4. No two ways around it, though: 2nd at Amstel and Fleche Wallone are damn fine results for Rodriguez. He’ll be out for blood at Liege-Bastogne-Liege, and given that he is obviously in roaring form, it will be interesting to see what Grand Tours he’ll race this year – he may be too hot to race the Giro right now. Perhaps we’ll see him ride the Tour and target the Vuelta. Katusha as a whole, on the other hand, has a bit of a black eye. After a shamefully quiet cobbled season, they bring an extremely powerful Ardennes squad. They slipped a rider into the early break that gained 17 minutes, so could spend most of the day not chasing, but still: Danilo De Luca, Alexander Kolobnev, and Sergei Ivanov, what do you have to say for yourselves? For their sake, let’s hope Katusha pieces something together this weekend. They don’t quite need a miracle yet, but something’s broken.
5. Alexander Vinokourov finished 4th – clearly he’s on form and will be a threat to repeat his 2010 win at Liege-Bastogne-Liege.

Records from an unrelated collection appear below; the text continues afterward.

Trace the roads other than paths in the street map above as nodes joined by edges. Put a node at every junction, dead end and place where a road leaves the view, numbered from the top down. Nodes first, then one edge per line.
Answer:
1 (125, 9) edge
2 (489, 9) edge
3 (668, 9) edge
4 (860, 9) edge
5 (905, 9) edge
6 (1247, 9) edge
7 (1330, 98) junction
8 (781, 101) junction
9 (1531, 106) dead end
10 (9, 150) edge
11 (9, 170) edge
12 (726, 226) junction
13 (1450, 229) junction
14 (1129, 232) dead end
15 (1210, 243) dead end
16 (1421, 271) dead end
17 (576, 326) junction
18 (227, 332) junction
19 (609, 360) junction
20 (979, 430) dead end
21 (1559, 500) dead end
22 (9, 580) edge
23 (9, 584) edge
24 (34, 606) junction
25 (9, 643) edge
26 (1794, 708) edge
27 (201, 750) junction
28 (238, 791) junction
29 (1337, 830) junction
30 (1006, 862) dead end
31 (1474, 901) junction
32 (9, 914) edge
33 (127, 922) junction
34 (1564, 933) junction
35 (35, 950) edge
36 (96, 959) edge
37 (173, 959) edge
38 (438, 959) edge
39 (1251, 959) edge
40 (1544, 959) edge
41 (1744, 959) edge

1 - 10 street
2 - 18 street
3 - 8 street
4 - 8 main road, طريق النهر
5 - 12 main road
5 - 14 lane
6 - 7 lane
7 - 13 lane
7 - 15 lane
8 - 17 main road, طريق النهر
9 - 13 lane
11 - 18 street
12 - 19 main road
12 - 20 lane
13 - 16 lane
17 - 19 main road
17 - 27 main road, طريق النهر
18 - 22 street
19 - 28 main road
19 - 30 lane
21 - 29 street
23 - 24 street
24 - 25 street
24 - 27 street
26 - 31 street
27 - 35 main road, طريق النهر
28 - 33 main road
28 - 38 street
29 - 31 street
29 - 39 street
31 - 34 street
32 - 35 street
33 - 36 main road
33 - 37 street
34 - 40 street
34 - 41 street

6. Alberto Contador was near the front of the group in the middle of the Muur, but faded in the finale. This is, perhaps, a sign that he’s slowly building for the Giro and not peaking too soon. Does he know for sure that he won’t be riding the Tour? It seems so.
7. Samuel Sanchez deserves some credit for making up a good number of places toward the end of the Muur de Huuy. The Muur is a climb about timing – one can’t blame him for thinking that Gilbert went too hard and too early. Only Rodriguez followed Gilbert without then losing ground – everyone else who tried to match the acceleration reshuffled and lost places. Did Sanchez learn the lesson he’ll need to win this race in the next year or two?

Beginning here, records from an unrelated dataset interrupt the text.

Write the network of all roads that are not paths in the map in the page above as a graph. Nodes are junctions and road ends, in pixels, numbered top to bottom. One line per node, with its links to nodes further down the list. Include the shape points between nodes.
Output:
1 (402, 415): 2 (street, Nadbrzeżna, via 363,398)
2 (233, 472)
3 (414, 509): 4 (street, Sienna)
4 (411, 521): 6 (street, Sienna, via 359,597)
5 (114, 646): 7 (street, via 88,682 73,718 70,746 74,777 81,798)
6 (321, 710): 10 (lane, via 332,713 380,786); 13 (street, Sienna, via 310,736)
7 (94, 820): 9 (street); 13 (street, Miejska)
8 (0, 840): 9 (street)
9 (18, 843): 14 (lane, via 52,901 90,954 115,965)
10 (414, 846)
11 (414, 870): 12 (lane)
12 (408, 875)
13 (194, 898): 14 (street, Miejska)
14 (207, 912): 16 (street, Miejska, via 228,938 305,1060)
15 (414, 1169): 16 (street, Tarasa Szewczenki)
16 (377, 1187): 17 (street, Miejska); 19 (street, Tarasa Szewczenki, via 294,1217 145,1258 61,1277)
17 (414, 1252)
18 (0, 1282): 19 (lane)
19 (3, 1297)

8. A look at the top ten shows two OmegaPharma-Lottos, two Katushas, and two Euskatel riders. Clearly they had good reason for their work throughout the race – each team chose to throw two dangerous and well-protected riders at the Muur with the hopes of increasing their chances of a win. The losers who participated in this strategy were Rabobank, who did manage two top-15 placings with Robert Gesink and Paul Martens, and, despite their placings, Katusha – who, as stated before, still manage to emerge from 2nd place in Fleche Wallone with a black eye.

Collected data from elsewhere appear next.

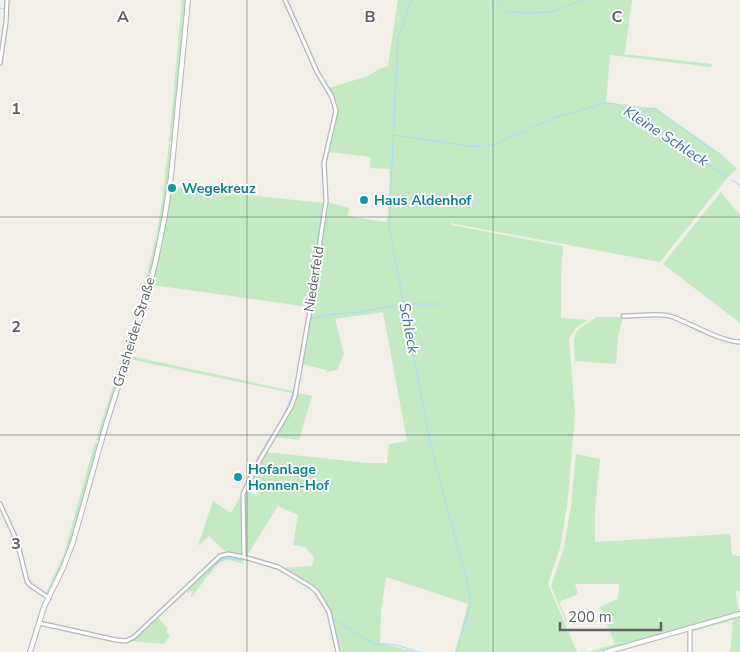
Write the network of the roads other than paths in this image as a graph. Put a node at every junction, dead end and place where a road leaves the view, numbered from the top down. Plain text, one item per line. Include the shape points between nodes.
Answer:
1 (7, 0) edge
2 (188, 0) edge
3 (285, 0) edge
4 (0, 63) edge
5 (623, 316) dead end
6 (740, 342) edge
7 (0, 504) edge
8 (244, 557) junction
9 (49, 598) junction
10 (740, 614) edge
11 (39, 623) junction
12 (690, 628) junction
13 (30, 652) edge
14 (338, 652) edge
15 (606, 652) edge
16 (690, 652) edge

1 - 4 street
2 - 9 street, Grasheider Straße via 171,176 161,238 147,297 73,542
3 - 8 street, Niederfeld via 336,111 324,163 326,201 295,396 243,494
5 - 6 street via 669,316
7 - 9 street via 17,540 27,581
8 - 11 street via 220,556 126,641
8 - 14 street via 278,567 317,592 329,612
9 - 11 street, Grasheider Straße
10 - 12 street
11 - 13 street, Grasheider Straße
12 - 15 street
12 - 16 street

9. A few youngsters came out of the woodwork with impressive finishes, including RadioShack’s Ben Hermans, who has finished 12th, 10th, and 18th in Brabantse Pijl, Amstel Gold, and Fleche Wallone this week.
10. Allow me to blatantly paraphrase Gage & De Soto’s tweet: The Muur de Huy is a few percent flatter after that attack by Gilbert. And so, with that, we must ask: is there anything he can’t win? For races he’s clearly targeted – Milan-SanRemo, de Ronde, and Liege-Bastogne-Liege, what will it take? More on that later this week, or after Liege-Bastogne-Liege. It’s a question worth returning to – his triple this past week provides ample fodder for speculation about his potential and his future career moves.
Let us know what’s on your mind after today’s Fleche Wallone. This Le Soir post-race interview with Gilbert is entitled, “Gilbert décoche une Flèche wallonne” – Gilbert shoots a Walloon Arrow, but “decoche” is quite close to “decroshe,” which means “to win” in French. And, in closing, please open a bottle of Chimay and toast an incredible winner.